Exercise data START

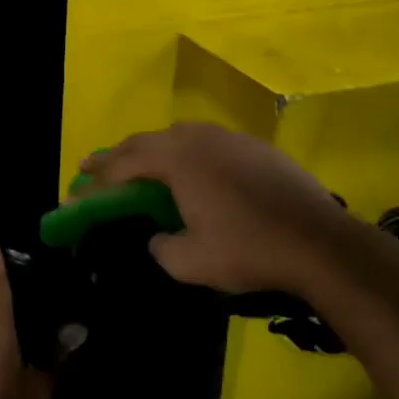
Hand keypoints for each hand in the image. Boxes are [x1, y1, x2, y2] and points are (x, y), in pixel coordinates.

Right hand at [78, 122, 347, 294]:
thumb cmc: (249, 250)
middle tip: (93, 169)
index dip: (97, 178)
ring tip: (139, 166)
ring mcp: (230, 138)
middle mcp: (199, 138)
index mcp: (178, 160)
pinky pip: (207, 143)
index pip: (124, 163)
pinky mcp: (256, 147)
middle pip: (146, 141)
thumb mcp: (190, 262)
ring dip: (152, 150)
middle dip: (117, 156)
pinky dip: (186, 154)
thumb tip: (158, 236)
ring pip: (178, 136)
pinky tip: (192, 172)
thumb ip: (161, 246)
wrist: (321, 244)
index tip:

Exercise data END

### Try it
Only lines containing the string "middle" belong in the answer; find them in the data above and copy them.

### Worked solution
middle tip: (93, 169)
middle mcp: (199, 138)
middle pip: (146, 141)
middle dip: (117, 156)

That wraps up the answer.